What the exercise asks: In the records below, find the lines that include "links" and copy each.

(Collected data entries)
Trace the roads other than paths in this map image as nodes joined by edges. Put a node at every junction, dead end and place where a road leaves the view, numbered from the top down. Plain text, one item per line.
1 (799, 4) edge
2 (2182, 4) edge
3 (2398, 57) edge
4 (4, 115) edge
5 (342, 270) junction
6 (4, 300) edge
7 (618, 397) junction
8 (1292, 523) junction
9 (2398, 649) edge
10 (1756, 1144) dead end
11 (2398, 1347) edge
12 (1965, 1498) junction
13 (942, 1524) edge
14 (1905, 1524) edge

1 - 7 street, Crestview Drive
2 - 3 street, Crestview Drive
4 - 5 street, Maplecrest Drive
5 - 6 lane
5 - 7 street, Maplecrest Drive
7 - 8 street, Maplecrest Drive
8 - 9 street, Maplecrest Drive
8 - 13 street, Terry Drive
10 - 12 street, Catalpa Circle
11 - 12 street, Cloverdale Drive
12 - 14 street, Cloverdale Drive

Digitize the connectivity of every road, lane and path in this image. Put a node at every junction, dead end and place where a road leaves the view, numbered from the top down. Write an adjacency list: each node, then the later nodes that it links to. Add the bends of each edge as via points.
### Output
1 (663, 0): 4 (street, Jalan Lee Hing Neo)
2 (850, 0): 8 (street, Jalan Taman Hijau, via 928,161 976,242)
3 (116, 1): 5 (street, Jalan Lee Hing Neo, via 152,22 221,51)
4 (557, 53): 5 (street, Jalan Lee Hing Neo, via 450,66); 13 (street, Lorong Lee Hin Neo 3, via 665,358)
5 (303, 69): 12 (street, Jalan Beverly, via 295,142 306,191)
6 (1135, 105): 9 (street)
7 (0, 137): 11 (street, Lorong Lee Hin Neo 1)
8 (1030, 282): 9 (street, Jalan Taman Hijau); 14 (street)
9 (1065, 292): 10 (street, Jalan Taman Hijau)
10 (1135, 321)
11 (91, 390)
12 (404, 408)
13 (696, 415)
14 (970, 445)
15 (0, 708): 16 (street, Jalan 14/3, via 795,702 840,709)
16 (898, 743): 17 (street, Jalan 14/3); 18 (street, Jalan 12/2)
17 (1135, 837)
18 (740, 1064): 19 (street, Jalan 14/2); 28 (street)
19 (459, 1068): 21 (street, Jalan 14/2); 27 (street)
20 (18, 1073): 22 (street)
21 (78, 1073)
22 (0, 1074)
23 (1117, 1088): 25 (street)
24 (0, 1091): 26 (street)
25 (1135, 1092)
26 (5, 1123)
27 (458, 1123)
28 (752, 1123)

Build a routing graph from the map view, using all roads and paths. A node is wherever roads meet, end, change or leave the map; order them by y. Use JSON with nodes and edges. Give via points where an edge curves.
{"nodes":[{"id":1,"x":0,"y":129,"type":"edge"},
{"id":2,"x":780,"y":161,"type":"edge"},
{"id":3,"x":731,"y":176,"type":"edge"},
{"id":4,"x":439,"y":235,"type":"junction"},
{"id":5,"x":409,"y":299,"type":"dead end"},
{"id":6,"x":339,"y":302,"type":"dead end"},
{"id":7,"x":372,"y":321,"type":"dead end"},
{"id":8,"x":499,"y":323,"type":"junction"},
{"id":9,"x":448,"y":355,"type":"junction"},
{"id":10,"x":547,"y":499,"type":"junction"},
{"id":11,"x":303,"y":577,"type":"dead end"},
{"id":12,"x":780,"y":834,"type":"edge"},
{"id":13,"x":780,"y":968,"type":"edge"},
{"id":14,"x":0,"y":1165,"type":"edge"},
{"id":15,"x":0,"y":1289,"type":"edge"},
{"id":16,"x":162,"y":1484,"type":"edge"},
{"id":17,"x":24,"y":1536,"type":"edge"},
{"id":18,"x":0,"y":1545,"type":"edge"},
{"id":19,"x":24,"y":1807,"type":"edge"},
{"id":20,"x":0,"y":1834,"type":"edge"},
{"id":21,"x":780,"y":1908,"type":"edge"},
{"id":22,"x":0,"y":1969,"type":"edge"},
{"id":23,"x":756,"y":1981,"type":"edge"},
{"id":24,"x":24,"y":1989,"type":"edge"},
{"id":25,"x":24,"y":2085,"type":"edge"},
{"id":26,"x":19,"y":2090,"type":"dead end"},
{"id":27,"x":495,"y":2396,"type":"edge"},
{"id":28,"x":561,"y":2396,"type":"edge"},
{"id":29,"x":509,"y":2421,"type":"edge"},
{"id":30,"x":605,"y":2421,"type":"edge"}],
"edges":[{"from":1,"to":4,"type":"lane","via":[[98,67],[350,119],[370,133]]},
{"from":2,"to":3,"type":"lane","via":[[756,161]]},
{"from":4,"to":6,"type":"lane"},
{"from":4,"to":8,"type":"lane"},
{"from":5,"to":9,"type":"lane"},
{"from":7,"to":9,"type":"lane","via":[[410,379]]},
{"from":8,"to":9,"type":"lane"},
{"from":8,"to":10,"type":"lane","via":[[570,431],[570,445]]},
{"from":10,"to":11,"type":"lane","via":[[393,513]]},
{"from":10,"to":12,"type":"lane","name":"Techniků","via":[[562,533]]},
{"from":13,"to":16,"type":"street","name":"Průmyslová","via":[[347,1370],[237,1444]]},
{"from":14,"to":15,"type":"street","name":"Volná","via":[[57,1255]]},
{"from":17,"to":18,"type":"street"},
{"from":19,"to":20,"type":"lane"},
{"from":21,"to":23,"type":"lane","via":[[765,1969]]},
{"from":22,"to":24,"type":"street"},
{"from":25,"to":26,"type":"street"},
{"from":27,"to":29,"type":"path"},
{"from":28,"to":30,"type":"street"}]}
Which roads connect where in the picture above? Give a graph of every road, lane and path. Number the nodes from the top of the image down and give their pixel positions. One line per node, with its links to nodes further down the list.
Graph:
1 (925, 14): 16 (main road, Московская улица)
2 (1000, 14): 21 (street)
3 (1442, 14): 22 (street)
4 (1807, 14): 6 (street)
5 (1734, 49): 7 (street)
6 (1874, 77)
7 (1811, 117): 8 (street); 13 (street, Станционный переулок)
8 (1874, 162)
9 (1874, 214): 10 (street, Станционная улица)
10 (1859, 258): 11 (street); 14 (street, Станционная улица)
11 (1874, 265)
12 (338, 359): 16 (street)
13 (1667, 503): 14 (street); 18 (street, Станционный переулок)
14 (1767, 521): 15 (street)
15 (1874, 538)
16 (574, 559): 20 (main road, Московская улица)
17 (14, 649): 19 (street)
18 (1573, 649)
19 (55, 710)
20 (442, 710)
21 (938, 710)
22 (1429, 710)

Solution for this exercise:
Digitize the connectivity of every road, lane and path in this image. Put a node at every junction, dead end and place where a road leaves the view, numbered from the top down. Write an adjacency list: each node, then the later nodes that it links to. Add the bends of each edge as via points.
Which roads connect where in the picture above? Give a graph of every road, lane and path. Number the nodes from the top of the image down and give their pixel positions. One line per node, with its links to nodes further down the list.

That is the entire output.